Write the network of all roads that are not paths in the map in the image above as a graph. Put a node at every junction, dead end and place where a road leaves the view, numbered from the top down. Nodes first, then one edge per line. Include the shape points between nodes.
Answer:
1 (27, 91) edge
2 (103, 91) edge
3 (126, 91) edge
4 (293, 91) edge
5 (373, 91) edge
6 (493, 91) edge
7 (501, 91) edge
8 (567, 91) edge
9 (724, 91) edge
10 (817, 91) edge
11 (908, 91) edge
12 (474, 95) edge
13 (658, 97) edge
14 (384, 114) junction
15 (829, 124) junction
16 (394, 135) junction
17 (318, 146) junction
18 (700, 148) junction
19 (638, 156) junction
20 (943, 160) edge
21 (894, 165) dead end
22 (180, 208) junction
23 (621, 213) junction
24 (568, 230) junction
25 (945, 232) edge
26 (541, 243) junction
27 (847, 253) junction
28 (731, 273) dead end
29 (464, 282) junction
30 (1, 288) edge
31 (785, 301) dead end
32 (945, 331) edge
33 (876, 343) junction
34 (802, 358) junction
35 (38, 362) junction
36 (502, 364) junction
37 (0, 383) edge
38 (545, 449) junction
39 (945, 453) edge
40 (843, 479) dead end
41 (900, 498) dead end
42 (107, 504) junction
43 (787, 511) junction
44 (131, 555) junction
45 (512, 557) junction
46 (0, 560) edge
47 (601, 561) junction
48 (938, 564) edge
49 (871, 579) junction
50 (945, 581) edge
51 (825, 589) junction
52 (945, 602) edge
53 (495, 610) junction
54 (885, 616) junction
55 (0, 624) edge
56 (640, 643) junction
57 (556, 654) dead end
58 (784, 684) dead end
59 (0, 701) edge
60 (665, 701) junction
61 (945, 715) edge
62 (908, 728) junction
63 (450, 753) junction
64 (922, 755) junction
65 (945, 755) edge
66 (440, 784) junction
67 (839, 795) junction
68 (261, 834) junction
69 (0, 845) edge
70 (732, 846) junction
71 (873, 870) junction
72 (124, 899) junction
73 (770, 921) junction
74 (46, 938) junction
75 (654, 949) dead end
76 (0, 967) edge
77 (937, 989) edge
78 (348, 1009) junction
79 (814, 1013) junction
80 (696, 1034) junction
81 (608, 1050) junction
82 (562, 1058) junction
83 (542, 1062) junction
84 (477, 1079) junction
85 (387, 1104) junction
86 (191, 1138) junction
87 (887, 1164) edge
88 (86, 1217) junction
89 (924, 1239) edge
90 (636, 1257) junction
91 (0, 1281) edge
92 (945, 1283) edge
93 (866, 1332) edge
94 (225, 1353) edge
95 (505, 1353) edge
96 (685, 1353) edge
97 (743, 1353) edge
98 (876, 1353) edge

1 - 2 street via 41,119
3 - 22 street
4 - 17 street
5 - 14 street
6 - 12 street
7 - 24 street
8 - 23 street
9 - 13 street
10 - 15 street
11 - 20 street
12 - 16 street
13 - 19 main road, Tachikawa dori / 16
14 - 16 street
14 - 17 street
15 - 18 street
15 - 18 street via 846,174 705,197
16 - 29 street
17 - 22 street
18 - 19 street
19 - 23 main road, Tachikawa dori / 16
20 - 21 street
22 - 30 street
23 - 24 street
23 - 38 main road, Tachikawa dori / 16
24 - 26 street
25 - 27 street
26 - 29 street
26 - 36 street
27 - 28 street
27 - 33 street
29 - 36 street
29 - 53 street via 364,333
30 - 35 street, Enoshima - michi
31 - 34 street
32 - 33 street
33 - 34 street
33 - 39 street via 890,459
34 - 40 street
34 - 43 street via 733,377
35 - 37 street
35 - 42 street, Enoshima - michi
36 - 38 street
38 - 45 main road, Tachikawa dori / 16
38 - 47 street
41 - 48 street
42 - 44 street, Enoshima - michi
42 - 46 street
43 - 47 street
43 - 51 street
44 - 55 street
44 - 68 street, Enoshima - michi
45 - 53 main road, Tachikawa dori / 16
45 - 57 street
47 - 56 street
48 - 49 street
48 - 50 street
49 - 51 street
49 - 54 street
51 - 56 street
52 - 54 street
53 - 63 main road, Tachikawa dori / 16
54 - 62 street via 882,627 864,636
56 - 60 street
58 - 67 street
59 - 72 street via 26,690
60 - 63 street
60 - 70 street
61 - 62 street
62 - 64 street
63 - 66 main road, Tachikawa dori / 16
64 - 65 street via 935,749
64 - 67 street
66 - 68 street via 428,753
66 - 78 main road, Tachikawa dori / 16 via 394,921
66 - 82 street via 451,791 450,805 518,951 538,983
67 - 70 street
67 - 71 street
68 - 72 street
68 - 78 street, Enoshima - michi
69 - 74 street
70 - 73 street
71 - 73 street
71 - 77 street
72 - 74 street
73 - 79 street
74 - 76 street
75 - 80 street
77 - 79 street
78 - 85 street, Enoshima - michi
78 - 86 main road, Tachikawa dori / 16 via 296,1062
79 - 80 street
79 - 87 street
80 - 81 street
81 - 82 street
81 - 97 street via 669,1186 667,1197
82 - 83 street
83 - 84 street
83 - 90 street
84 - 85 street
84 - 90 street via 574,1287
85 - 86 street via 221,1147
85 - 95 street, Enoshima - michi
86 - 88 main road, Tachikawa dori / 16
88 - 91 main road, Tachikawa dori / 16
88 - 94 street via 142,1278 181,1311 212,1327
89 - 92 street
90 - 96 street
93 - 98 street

The task
Please retype the data above exactly, including every line.

Solution to this problem
Write the network of all roads that are not paths in the map in the image above as a graph. Put a node at every junction, dead end and place where a road leaves the view, numbered from the top down. Nodes first, then one edge per line. Include the shape points between nodes.
Answer:
1 (27, 91) edge
2 (103, 91) edge
3 (126, 91) edge
4 (293, 91) edge
5 (373, 91) edge
6 (493, 91) edge
7 (501, 91) edge
8 (567, 91) edge
9 (724, 91) edge
10 (817, 91) edge
11 (908, 91) edge
12 (474, 95) edge
13 (658, 97) edge
14 (384, 114) junction
15 (829, 124) junction
16 (394, 135) junction
17 (318, 146) junction
18 (700, 148) junction
19 (638, 156) junction
20 (943, 160) edge
21 (894, 165) dead end
22 (180, 208) junction
23 (621, 213) junction
24 (568, 230) junction
25 (945, 232) edge
26 (541, 243) junction
27 (847, 253) junction
28 (731, 273) dead end
29 (464, 282) junction
30 (1, 288) edge
31 (785, 301) dead end
32 (945, 331) edge
33 (876, 343) junction
34 (802, 358) junction
35 (38, 362) junction
36 (502, 364) junction
37 (0, 383) edge
38 (545, 449) junction
39 (945, 453) edge
40 (843, 479) dead end
41 (900, 498) dead end
42 (107, 504) junction
43 (787, 511) junction
44 (131, 555) junction
45 (512, 557) junction
46 (0, 560) edge
47 (601, 561) junction
48 (938, 564) edge
49 (871, 579) junction
50 (945, 581) edge
51 (825, 589) junction
52 (945, 602) edge
53 (495, 610) junction
54 (885, 616) junction
55 (0, 624) edge
56 (640, 643) junction
57 (556, 654) dead end
58 (784, 684) dead end
59 (0, 701) edge
60 (665, 701) junction
61 (945, 715) edge
62 (908, 728) junction
63 (450, 753) junction
64 (922, 755) junction
65 (945, 755) edge
66 (440, 784) junction
67 (839, 795) junction
68 (261, 834) junction
69 (0, 845) edge
70 (732, 846) junction
71 (873, 870) junction
72 (124, 899) junction
73 (770, 921) junction
74 (46, 938) junction
75 (654, 949) dead end
76 (0, 967) edge
77 (937, 989) edge
78 (348, 1009) junction
79 (814, 1013) junction
80 (696, 1034) junction
81 (608, 1050) junction
82 (562, 1058) junction
83 (542, 1062) junction
84 (477, 1079) junction
85 (387, 1104) junction
86 (191, 1138) junction
87 (887, 1164) edge
88 (86, 1217) junction
89 (924, 1239) edge
90 (636, 1257) junction
91 (0, 1281) edge
92 (945, 1283) edge
93 (866, 1332) edge
94 (225, 1353) edge
95 (505, 1353) edge
96 (685, 1353) edge
97 (743, 1353) edge
98 (876, 1353) edge

1 - 2 street via 41,119
3 - 22 street
4 - 17 street
5 - 14 street
6 - 12 street
7 - 24 street
8 - 23 street
9 - 13 street
10 - 15 street
11 - 20 street
12 - 16 street
13 - 19 main road, Tachikawa dori / 16
14 - 16 street
14 - 17 street
15 - 18 street
15 - 18 street via 846,174 705,197
16 - 29 street
17 - 22 street
18 - 19 street
19 - 23 main road, Tachikawa dori / 16
20 - 21 street
22 - 30 street
23 - 24 street
23 - 38 main road, Tachikawa dori / 16
24 - 26 street
25 - 27 street
26 - 29 street
26 - 36 street
27 - 28 street
27 - 33 street
29 - 36 street
29 - 53 street via 364,333
30 - 35 street, Enoshima - michi
31 - 34 street
32 - 33 street
33 - 34 street
33 - 39 street via 890,459
34 - 40 street
34 - 43 street via 733,377
35 - 37 street
35 - 42 street, Enoshima - michi
36 - 38 street
38 - 45 main road, Tachikawa dori / 16
38 - 47 street
41 - 48 street
42 - 44 street, Enoshima - michi
42 - 46 street
43 - 47 street
43 - 51 street
44 - 55 street
44 - 68 street, Enoshima - michi
45 - 53 main road, Tachikawa dori / 16
45 - 57 street
47 - 56 street
48 - 49 street
48 - 50 street
49 - 51 street
49 - 54 street
51 - 56 street
52 - 54 street
53 - 63 main road, Tachikawa dori / 16
54 - 62 street via 882,627 864,636
56 - 60 street
58 - 67 street
59 - 72 street via 26,690
60 - 63 street
60 - 70 street
61 - 62 street
62 - 64 street
63 - 66 main road, Tachikawa dori / 16
64 - 65 street via 935,749
64 - 67 street
66 - 68 street via 428,753
66 - 78 main road, Tachikawa dori / 16 via 394,921
66 - 82 street via 451,791 450,805 518,951 538,983
67 - 70 street
67 - 71 street
68 - 72 street
68 - 78 street, Enoshima - michi
69 - 74 street
70 - 73 street
71 - 73 street
71 - 77 street
72 - 74 street
73 - 79 street
74 - 76 street
75 - 80 street
77 - 79 street
78 - 85 street, Enoshima - michi
78 - 86 main road, Tachikawa dori / 16 via 296,1062
79 - 80 street
79 - 87 street
80 - 81 street
81 - 82 street
81 - 97 street via 669,1186 667,1197
82 - 83 street
83 - 84 street
83 - 90 street
84 - 85 street
84 - 90 street via 574,1287
85 - 86 street via 221,1147
85 - 95 street, Enoshima - michi
86 - 88 main road, Tachikawa dori / 16
88 - 91 main road, Tachikawa dori / 16
88 - 94 street via 142,1278 181,1311 212,1327
89 - 92 street
90 - 96 street
93 - 98 street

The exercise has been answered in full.